Cette valeur centrale est ensuite extrêmement sensible aux conditions de marché (économique, concurrence, fiscalité et comportement des assurés). Elle porte le poids de ces conditions sur la durée de projection. Par conséquent, la capacité de résistance aux stress tests est elle aussi nettement plus volatile. Quand les conditions initiales sont favorables, la capacité de résistance est forte. Quand les conditions initiales sont défavorables, la capacité de résistance peut se réduire très rapidement, obligeant l’assureur à envisager de réduire ses niveaux de risques. C’est pourquoi ce type de mesure de stress test sur la fair value est souvent accusé de procyclicité.
Quelle est la définition du seuil de résistance recherché ?
Dans le cadre de l’assurance et spécifiquement dans celui de la directive européenne Solvabilité II, le stress test est normé, il doit avoir une probabilité d’occurrence de 0,5 % à horizon 1 an.

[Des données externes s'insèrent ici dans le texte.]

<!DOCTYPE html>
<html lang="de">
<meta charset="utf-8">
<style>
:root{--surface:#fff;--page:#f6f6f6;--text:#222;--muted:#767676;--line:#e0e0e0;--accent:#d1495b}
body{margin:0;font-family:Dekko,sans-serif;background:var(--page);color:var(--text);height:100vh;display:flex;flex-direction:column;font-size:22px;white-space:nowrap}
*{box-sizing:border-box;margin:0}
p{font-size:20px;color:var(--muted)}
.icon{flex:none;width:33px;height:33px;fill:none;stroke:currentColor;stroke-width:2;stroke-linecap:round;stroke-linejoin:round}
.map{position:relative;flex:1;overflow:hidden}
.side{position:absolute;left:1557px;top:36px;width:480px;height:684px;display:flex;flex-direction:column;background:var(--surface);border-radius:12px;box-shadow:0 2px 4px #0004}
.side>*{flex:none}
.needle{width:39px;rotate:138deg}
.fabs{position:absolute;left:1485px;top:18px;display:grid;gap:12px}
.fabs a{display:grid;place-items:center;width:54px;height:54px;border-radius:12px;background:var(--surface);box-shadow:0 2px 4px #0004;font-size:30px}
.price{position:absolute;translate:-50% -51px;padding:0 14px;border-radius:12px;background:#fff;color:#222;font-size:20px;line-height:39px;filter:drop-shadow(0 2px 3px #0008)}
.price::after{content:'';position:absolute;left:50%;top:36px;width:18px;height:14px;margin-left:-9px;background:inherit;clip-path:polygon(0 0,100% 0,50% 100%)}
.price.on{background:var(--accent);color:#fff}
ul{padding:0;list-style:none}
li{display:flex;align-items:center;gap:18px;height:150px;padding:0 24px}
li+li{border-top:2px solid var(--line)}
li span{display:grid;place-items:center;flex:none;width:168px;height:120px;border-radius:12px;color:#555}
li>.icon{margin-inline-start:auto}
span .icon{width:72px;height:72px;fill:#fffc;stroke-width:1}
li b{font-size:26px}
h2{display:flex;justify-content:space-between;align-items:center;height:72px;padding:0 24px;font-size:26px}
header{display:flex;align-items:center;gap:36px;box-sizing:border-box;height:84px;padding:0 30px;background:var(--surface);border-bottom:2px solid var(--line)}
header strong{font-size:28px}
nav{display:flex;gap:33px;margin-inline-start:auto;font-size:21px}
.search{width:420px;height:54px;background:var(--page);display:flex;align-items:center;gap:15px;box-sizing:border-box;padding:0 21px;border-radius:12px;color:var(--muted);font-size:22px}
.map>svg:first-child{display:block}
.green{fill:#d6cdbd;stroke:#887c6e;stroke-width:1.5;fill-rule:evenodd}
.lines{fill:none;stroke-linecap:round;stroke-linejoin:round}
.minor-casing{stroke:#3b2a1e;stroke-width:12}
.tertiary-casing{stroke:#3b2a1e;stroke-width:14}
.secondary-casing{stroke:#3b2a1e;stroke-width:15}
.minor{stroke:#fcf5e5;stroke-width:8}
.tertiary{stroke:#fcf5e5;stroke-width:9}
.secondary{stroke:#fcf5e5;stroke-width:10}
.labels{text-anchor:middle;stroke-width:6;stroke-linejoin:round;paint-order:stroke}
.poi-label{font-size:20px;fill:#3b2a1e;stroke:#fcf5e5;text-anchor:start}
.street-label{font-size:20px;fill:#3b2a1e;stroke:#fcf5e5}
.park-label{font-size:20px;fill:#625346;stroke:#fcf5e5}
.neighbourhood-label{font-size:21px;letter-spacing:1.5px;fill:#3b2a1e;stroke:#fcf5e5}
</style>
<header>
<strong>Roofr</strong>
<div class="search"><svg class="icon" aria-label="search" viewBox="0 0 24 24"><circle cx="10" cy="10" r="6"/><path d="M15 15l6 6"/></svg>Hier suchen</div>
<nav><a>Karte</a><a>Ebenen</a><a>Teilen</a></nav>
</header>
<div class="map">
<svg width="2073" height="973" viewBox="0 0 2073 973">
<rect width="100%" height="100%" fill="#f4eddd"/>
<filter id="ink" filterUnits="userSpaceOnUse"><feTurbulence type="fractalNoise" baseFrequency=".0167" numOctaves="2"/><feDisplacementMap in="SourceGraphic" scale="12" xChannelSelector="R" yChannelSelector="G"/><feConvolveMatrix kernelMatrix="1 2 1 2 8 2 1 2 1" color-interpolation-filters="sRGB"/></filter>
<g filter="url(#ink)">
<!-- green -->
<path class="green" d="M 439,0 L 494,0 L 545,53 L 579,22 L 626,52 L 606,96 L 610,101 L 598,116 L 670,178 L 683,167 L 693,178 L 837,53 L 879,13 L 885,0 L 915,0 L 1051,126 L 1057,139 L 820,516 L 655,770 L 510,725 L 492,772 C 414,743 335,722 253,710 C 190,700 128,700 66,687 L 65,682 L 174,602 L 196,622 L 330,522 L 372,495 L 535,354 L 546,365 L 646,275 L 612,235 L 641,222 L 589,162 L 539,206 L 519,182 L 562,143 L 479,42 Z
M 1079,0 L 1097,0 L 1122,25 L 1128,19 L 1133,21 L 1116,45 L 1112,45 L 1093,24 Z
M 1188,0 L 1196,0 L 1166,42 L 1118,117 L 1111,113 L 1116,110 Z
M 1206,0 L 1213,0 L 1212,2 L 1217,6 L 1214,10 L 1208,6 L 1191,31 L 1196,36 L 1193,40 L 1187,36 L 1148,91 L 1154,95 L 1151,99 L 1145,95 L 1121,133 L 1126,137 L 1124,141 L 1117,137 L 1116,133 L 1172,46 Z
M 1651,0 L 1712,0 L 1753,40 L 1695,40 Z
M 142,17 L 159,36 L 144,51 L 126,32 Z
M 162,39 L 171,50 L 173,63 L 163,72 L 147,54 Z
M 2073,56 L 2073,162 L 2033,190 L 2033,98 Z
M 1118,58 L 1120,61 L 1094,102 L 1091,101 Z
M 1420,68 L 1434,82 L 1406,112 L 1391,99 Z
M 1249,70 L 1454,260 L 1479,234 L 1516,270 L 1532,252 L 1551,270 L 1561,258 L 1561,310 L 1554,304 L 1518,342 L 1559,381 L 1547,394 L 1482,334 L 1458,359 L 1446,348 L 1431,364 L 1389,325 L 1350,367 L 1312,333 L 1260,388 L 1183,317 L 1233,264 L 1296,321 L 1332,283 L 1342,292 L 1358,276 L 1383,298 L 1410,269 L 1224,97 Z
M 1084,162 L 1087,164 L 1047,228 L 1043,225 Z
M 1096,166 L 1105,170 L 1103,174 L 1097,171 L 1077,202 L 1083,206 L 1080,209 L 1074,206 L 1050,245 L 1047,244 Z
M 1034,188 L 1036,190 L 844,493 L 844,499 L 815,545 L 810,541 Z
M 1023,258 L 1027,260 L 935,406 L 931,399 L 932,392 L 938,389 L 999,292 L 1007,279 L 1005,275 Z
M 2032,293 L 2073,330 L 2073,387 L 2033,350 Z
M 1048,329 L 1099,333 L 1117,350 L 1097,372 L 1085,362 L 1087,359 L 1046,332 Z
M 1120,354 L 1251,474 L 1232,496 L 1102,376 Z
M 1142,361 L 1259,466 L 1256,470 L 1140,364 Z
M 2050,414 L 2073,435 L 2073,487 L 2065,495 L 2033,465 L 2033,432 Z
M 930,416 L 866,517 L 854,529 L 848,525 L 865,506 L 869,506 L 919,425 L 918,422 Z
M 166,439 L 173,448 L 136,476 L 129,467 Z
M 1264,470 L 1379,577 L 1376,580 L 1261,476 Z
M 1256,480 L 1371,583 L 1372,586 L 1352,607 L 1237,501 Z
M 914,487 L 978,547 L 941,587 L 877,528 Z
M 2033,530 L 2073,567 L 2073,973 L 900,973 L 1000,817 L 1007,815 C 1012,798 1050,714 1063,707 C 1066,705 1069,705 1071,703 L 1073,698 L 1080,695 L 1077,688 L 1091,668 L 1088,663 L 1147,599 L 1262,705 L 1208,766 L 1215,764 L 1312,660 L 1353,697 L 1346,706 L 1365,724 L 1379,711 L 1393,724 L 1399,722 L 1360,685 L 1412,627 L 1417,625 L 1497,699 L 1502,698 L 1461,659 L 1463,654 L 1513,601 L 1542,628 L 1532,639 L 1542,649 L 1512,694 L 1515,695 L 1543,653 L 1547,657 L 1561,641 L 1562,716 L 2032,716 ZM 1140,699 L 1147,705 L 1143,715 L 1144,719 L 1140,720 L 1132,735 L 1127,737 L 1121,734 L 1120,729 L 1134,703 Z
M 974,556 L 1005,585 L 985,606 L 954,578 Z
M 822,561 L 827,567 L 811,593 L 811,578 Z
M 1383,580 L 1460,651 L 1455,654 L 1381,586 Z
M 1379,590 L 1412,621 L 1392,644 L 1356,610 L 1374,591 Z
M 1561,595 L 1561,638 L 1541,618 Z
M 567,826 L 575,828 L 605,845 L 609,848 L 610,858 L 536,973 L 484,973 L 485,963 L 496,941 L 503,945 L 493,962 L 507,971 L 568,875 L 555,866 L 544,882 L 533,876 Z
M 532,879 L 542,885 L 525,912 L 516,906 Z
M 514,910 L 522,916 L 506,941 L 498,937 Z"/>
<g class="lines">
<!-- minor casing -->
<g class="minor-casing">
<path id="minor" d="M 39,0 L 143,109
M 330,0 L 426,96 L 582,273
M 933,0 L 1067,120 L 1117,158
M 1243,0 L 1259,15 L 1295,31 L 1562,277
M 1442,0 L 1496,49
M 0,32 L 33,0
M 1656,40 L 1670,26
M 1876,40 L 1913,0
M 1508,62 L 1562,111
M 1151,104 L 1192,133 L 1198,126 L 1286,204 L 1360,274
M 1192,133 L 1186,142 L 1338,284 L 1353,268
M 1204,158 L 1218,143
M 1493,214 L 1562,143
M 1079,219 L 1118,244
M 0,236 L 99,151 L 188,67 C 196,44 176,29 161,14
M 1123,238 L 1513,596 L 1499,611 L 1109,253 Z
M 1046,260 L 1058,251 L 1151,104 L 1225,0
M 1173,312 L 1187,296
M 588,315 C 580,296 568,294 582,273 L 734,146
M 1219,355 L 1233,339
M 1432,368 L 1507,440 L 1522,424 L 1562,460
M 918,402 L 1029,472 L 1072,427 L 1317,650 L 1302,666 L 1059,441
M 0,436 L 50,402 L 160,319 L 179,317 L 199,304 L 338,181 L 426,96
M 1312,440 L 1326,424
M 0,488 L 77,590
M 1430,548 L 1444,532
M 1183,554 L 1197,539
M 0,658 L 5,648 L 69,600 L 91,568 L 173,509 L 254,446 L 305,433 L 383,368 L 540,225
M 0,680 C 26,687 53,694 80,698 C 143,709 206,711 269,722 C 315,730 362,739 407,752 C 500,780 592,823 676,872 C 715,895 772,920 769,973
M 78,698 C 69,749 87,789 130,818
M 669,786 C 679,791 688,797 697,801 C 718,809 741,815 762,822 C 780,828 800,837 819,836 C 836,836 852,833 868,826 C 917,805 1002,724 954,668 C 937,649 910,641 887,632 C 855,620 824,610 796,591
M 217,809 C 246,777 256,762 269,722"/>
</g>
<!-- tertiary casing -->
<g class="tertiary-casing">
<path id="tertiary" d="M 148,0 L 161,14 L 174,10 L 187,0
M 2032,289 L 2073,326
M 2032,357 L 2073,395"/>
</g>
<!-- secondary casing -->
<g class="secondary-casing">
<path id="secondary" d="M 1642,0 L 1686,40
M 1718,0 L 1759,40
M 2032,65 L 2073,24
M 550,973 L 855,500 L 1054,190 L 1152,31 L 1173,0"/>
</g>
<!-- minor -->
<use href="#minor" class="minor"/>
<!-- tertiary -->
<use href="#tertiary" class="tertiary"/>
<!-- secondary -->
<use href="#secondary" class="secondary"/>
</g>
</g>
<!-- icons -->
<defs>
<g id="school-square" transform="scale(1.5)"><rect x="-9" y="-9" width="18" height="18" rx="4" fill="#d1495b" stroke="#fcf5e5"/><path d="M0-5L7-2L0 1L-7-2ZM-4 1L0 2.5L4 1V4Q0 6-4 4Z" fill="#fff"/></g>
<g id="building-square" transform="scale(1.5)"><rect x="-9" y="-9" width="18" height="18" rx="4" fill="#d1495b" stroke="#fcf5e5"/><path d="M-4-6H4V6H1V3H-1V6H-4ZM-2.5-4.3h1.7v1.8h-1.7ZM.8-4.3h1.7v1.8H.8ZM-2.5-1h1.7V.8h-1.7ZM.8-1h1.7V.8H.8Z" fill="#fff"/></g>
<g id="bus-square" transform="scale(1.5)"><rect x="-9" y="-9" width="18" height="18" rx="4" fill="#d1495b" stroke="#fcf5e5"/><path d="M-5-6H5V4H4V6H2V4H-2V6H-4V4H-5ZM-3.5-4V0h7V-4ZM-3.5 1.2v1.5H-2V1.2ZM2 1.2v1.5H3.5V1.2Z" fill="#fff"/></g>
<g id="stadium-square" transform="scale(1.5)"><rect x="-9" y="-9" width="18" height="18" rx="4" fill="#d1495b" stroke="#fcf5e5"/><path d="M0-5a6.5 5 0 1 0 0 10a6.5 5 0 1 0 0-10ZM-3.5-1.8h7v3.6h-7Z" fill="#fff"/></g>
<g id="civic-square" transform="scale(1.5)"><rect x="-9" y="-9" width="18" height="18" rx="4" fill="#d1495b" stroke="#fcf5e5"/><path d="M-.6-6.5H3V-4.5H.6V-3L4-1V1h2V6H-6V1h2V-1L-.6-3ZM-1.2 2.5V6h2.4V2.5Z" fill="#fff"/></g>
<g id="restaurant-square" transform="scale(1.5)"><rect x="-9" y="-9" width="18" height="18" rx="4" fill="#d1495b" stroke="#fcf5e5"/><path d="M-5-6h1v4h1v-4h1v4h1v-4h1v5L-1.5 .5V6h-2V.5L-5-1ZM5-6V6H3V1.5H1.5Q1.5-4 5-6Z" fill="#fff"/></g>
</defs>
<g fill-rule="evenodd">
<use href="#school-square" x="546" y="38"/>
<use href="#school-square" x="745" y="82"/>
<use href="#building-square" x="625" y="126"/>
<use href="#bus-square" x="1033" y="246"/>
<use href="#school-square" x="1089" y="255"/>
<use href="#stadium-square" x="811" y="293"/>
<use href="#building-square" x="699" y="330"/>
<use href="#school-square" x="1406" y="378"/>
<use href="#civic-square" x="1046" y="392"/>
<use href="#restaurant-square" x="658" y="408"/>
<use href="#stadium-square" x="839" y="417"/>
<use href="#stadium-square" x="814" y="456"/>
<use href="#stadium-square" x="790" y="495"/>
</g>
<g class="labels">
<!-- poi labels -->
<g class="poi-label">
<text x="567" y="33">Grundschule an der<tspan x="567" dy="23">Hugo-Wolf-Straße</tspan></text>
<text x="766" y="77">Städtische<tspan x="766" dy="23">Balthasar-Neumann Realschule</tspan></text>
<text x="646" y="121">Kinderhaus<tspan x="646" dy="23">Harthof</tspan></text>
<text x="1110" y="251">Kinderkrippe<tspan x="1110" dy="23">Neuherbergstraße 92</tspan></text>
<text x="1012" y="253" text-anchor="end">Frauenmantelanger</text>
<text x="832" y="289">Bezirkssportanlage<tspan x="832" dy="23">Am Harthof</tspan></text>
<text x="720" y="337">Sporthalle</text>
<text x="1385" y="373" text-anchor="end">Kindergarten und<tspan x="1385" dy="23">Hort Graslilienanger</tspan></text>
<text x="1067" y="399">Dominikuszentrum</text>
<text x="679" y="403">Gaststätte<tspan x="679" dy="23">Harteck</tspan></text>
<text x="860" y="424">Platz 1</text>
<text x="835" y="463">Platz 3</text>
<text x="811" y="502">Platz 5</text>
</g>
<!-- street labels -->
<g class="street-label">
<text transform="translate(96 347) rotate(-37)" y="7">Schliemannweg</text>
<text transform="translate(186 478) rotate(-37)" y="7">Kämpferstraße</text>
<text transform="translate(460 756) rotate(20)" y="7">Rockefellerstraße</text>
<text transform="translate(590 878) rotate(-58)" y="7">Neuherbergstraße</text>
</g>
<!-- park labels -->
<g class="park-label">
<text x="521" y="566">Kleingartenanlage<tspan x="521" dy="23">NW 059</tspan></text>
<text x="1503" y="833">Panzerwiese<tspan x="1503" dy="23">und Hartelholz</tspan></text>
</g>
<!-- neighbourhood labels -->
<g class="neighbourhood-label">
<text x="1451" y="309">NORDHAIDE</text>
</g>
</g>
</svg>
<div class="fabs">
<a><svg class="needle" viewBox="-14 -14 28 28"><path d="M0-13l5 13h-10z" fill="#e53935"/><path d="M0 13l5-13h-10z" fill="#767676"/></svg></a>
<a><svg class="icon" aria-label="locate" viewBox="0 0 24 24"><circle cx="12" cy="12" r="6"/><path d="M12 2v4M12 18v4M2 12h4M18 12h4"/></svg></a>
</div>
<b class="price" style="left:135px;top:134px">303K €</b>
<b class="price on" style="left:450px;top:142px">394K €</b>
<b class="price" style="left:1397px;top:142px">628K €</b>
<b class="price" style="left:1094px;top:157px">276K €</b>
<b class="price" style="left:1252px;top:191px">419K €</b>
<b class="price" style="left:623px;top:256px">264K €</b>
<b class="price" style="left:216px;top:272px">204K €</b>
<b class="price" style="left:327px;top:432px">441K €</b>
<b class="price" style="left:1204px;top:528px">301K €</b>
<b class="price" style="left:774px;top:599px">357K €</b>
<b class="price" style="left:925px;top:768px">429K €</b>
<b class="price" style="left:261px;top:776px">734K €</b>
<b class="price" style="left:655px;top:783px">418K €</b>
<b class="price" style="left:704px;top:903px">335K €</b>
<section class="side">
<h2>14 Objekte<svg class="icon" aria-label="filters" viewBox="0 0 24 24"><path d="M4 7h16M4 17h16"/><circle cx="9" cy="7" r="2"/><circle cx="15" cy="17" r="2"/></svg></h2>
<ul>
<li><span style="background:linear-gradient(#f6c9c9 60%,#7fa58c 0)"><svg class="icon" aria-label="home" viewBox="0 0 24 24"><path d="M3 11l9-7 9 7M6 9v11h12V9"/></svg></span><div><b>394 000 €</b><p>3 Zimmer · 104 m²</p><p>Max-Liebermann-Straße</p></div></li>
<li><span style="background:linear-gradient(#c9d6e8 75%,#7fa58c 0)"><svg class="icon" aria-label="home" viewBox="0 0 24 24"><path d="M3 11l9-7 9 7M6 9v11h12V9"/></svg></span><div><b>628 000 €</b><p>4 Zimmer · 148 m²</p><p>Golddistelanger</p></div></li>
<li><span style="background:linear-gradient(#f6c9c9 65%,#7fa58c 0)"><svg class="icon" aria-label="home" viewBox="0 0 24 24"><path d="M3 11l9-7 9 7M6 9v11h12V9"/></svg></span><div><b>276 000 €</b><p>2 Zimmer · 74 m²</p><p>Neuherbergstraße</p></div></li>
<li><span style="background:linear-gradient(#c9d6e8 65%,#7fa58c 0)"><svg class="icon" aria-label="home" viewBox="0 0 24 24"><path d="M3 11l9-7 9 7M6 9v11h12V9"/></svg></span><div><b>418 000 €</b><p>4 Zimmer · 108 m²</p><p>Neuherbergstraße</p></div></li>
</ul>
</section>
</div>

De nombreux débats sont toujours vivants sur la traduction de cette probabilité en calibration de stress : -40 % sur les marchés action ? Vers un doublement des rachats de nos clients ? Certaines de ces calibrations peuvent être le fruit d’un travail statistique sur les données historiques, d’autres sont purement un jugement d’expert.
Quel est l’horizon de temps adapté ? Faut-il résister pour une durée d’un an et survivre chaque année pour l’année prochaine ? Faut-il au contraire anticiper le besoin de capital futur ? Ce sont des questions cruciales associées à la mise en place d’outil de stress test.
Du bon usage du stress test
L’intérêt des stress tests est souvent de pouvoir illustrer la capacité de résistance selon la nature des risques. Cette illustration est souvent utile pour permettre au jugement d’opérer. L’appétit au risque est ainsi révélé. Est-on prêt à se placer dans cette situation extrême dans ce scénario donné ? Sinon, on met en place un plan d’action (réduction des risques) pour introduire dans l’entreprise le coussin de sécurité qui permet de mieux résister au même stress test. Les deux dimensions sur lesquelles les résultats des stress tests sont influents concernent donc l’appétit au risque et, corrélativement, la taille des coussins que l’entreprise se fixe. Au final, même si les modèles, les stress tests sont extrêmement complexes, ils restent a priori des outils pour aider le jugement dans la prise de décisions.